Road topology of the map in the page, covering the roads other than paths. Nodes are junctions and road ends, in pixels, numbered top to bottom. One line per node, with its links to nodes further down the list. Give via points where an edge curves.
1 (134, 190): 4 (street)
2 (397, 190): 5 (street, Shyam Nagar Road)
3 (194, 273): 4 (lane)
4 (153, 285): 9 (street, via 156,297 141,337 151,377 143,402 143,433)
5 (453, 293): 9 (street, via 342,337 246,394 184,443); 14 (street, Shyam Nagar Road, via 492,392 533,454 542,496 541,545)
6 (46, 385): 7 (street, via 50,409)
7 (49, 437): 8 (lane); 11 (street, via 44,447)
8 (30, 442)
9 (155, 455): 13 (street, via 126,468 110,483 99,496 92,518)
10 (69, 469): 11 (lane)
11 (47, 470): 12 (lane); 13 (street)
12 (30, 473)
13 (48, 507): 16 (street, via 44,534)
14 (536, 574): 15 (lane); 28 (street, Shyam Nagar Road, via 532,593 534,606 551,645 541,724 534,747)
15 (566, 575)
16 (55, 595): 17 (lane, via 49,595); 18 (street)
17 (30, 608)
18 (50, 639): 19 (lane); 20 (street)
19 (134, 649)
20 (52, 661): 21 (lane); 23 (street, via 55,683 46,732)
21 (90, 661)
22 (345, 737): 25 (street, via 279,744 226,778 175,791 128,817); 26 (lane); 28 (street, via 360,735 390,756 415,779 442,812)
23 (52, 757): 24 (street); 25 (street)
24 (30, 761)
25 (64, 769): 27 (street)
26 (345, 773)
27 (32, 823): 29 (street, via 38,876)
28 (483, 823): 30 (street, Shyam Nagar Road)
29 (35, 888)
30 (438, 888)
* * * * * * * * *
● Your objective
Transcribe all entries exactly as they appear above.

● Answer
Road topology of the map in the page, covering the roads other than paths. Nodes are junctions and road ends, in pixels, numbered top to bottom. One line per node, with its links to nodes further down the list. Give via points where an edge curves.
1 (134, 190): 4 (street)
2 (397, 190): 5 (street, Shyam Nagar Road)
3 (194, 273): 4 (lane)
4 (153, 285): 9 (street, via 156,297 141,337 151,377 143,402 143,433)
5 (453, 293): 9 (street, via 342,337 246,394 184,443); 14 (street, Shyam Nagar Road, via 492,392 533,454 542,496 541,545)
6 (46, 385): 7 (street, via 50,409)
7 (49, 437): 8 (lane); 11 (street, via 44,447)
8 (30, 442)
9 (155, 455): 13 (street, via 126,468 110,483 99,496 92,518)
10 (69, 469): 11 (lane)
11 (47, 470): 12 (lane); 13 (street)
12 (30, 473)
13 (48, 507): 16 (street, via 44,534)
14 (536, 574): 15 (lane); 28 (street, Shyam Nagar Road, via 532,593 534,606 551,645 541,724 534,747)
15 (566, 575)
16 (55, 595): 17 (lane, via 49,595); 18 (street)
17 (30, 608)
18 (50, 639): 19 (lane); 20 (street)
19 (134, 649)
20 (52, 661): 21 (lane); 23 (street, via 55,683 46,732)
21 (90, 661)
22 (345, 737): 25 (street, via 279,744 226,778 175,791 128,817); 26 (lane); 28 (street, via 360,735 390,756 415,779 442,812)
23 (52, 757): 24 (street); 25 (street)
24 (30, 761)
25 (64, 769): 27 (street)
26 (345, 773)
27 (32, 823): 29 (street, via 38,876)
28 (483, 823): 30 (street, Shyam Nagar Road)
29 (35, 888)
30 (438, 888)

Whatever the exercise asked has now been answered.